Corosync - Cluster retransmit issues | pmxcfs / corosync synchronization problems | Proxmox cluster 3 nodes

kd-infradijon

New Member
Apr 10, 2026
3
0
1
FRANCE
Hello,

I am opening a forum discussion because I am experiencing an issue with the Proxmox cluster in my environment.
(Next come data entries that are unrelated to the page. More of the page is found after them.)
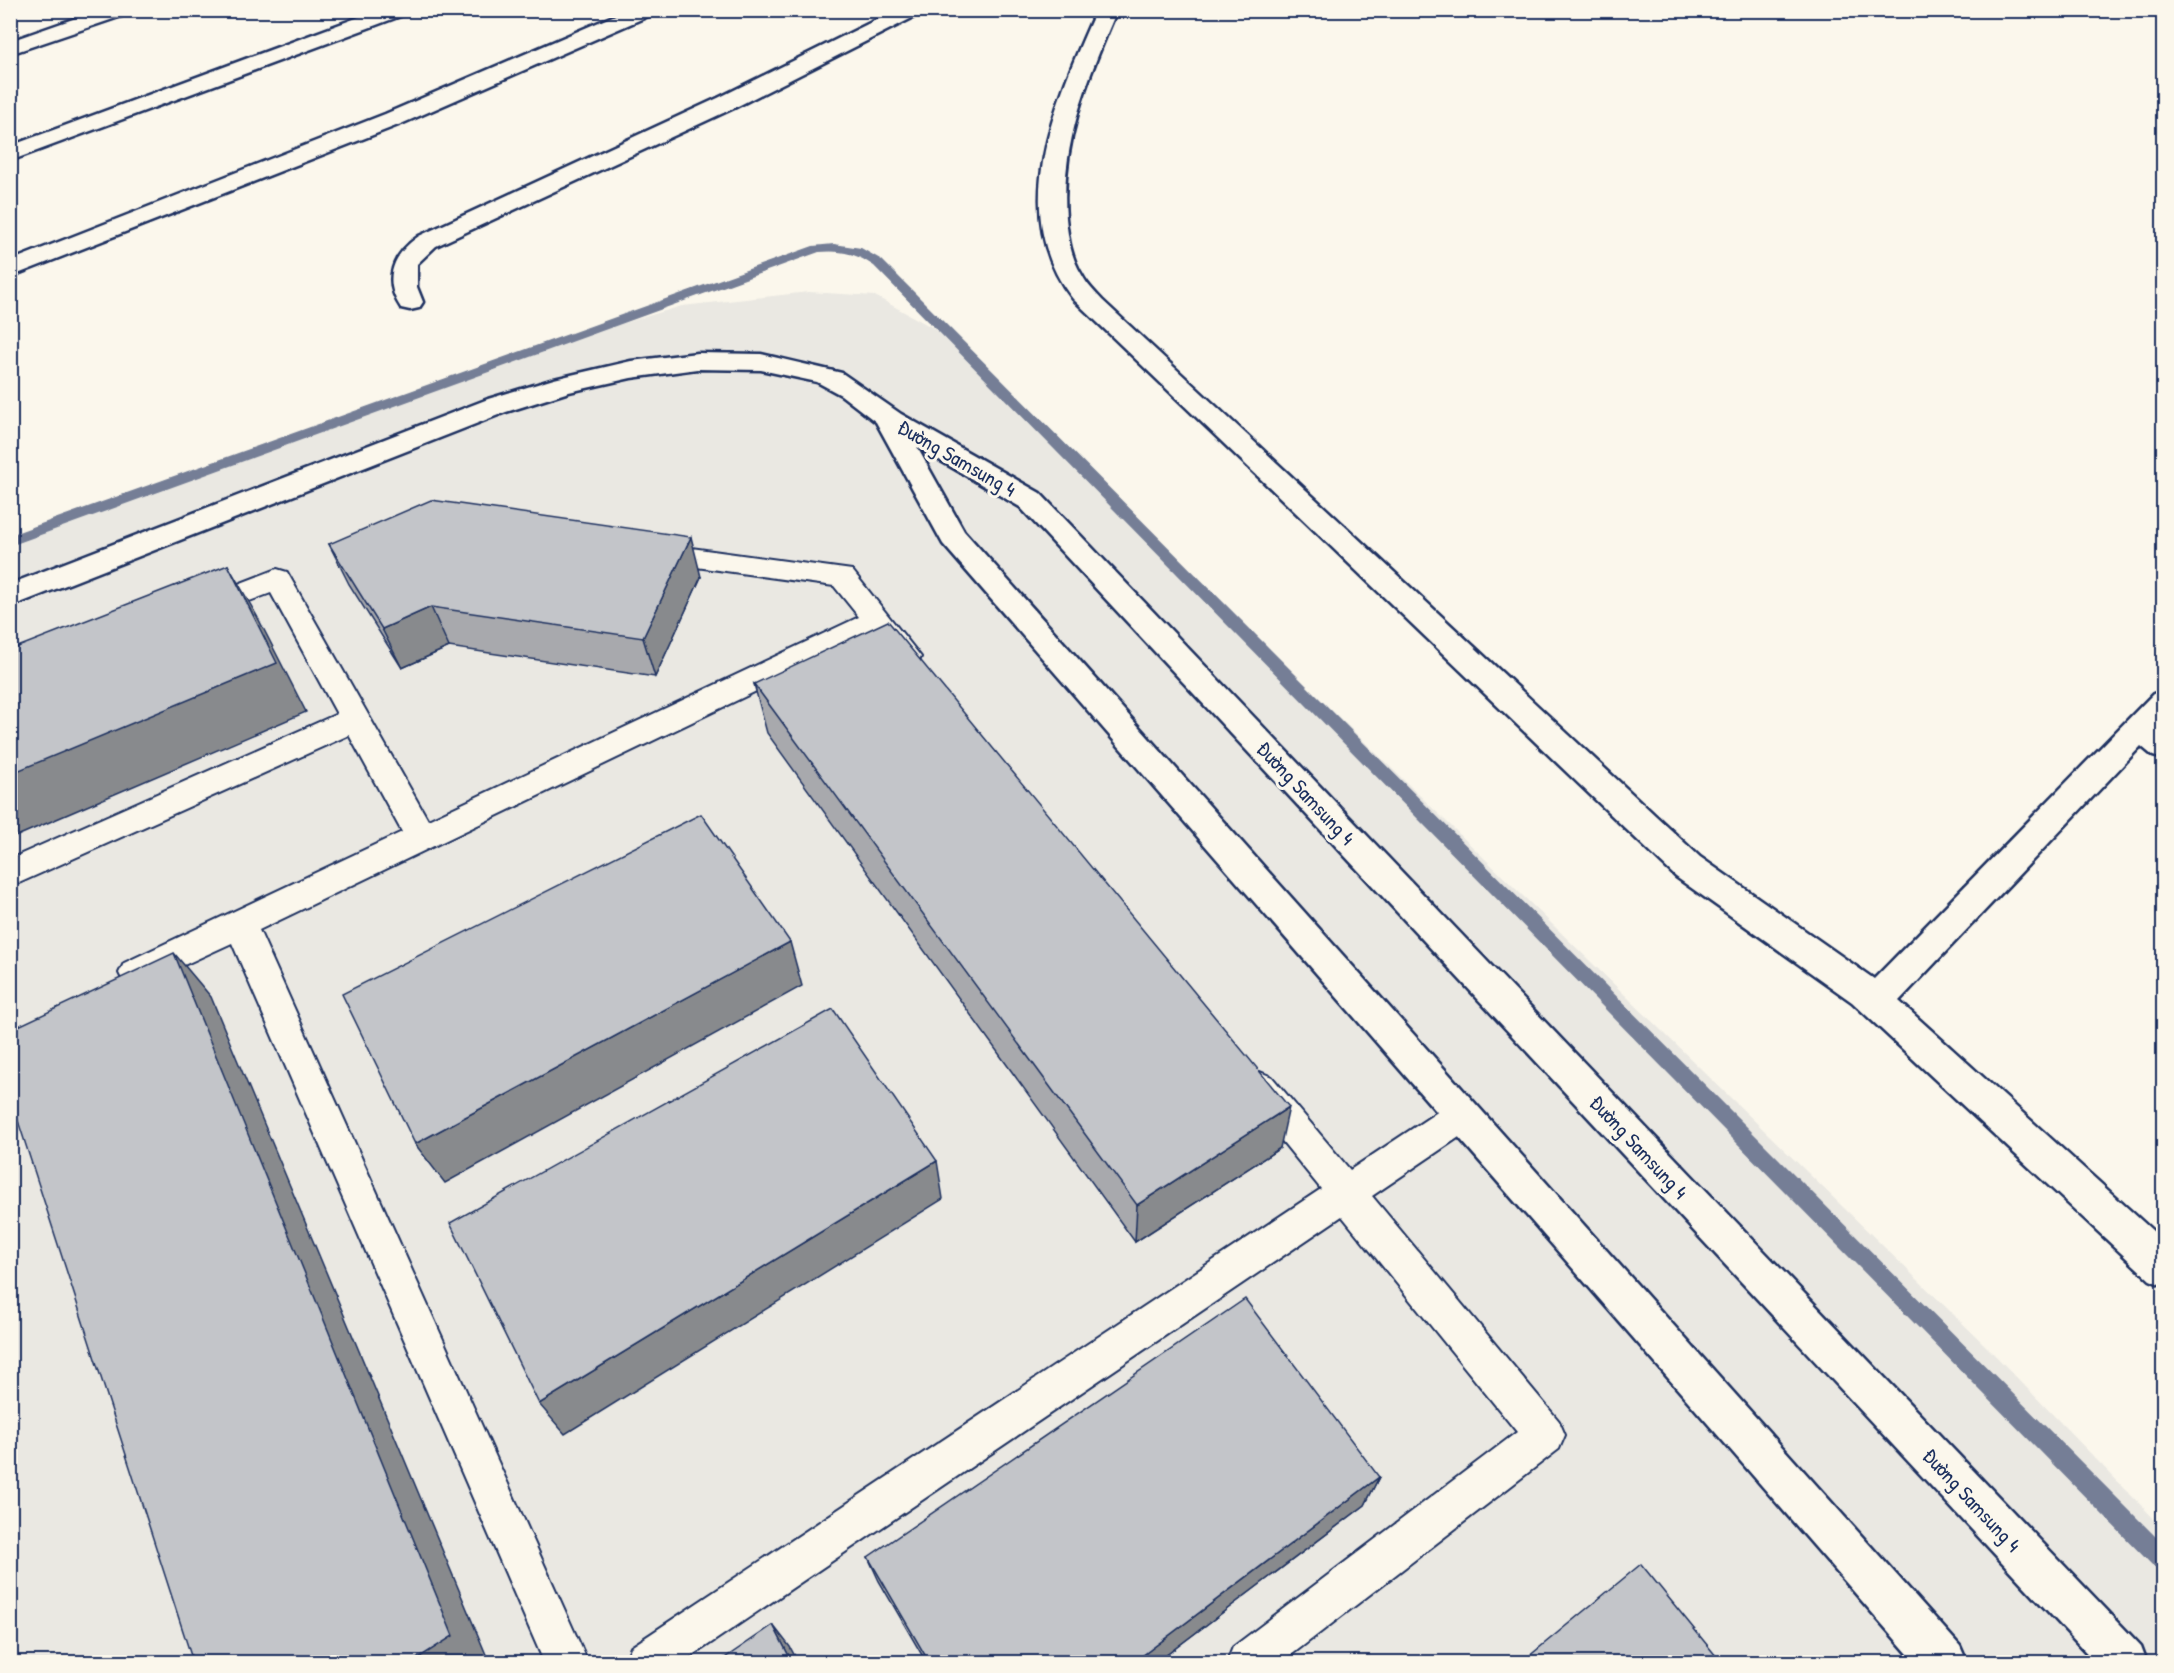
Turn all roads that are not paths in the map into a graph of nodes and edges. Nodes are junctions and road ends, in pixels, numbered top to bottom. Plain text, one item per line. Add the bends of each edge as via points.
1 (121, 10) edge
2 (399, 10) edge
3 (646, 10) edge
4 (913, 10) edge
5 (1107, 10) edge
6 (10, 48) edge
7 (10, 154) edge
8 (10, 270) edge
9 (410, 302) dead end
10 (887, 417) junction
11 (622, 548) edge
12 (10, 596) edge
13 (177, 619) edge
14 (877, 621) junction
15 (930, 685) edge
16 (2163, 702) edge
17 (356, 719) junction
18 (2151, 737) edge
19 (421, 837) junction
20 (10, 874) edge
21 (241, 924) junction
22 (115, 983) edge
23 (1875, 1002) junction
24 (1239, 1063) edge
25 (1461, 1116) junction
26 (1345, 1192) junction
27 (2163, 1267) edge
28 (566, 1662) edge
29 (646, 1662) edge
30 (1248, 1662) edge
31 (1944, 1662) edge
32 (2125, 1662) edge

1 - 6 street
2 - 7 street
3 - 8 street via 393,119
4 - 9 street via 726,103 416,247 405,264 401,283
5 - 23 street via 1068,100 1053,167 1060,253 1081,291 1124,336 1688,867
10 - 12 street via 851,389 824,375 795,369 714,359 674,361 627,370 491,407
10 - 25 street, Đường Samsung 4 via 953,537
10 - 32 street, Đường Samsung 4 via 1029,500
11 - 14 lane via 842,577
13 - 17 lane via 278,579
14 - 15 lane
14 - 19 lane
16 - 18 street
17 - 19 lane
17 - 20 lane
18 - 23 street
19 - 21 lane
21 - 22 lane
21 - 28 lane
23 - 27 street
24 - 26 lane
25 - 26 lane
25 - 31 street, Đường Samsung 4
26 - 29 lane
26 - 30 lane via 1545,1435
Indeed, I installed Proxmox VE 9.1.6 on each node and everything went very smoothly, right up until the cluster was created.
I’ll provide you with all the relevant information about my environment, followed by service logs, a record of actions taken, and so on...


Environment​

  • Proxmox VE Version : Proxmox VE 9.1.6
  • VM Version : 6.17.13-2-pve
  • Proxmox VE cluster: 3 nodes
  • Transport: knet
  • Nodes:
    • pve1: 10.100.37.250
    • pve2: 10.100.37.251
    • pve3: 10.100.37.252

The 3 nodes Proxmox Servers are installed on 3 Dell PowerEdge XR4510c servers with the dedicated networks ports following :

  • NIC 1 (10 Gbps Ethernet Connection) --> Dedicated for the VMs network
  • NIC 2 (10 Gbps Ethernet Connection) --> Dedicated for the host and cluster network (web access on 8006 port, SSH access and corosync communication for the PVE Cluster) [the 10.100.37.0/27 network]
  • NIC 3 & NIC 4 (10 Gbps Optic Connection) --> Dedicated for the CEPH cluster that we didn't intalled yet.

Actions taken​


Here is the actions that we have taken :
  • Intalled and configured properly Proxmox VE on each node --> OK
  • Add the Basic licence on each node --> OK
  • Updated each node with the Enterprise repository --> OK
  • Configured the network interfaces --> OK

Obviously we restarted the server multiple times and everything was OK and each node stable.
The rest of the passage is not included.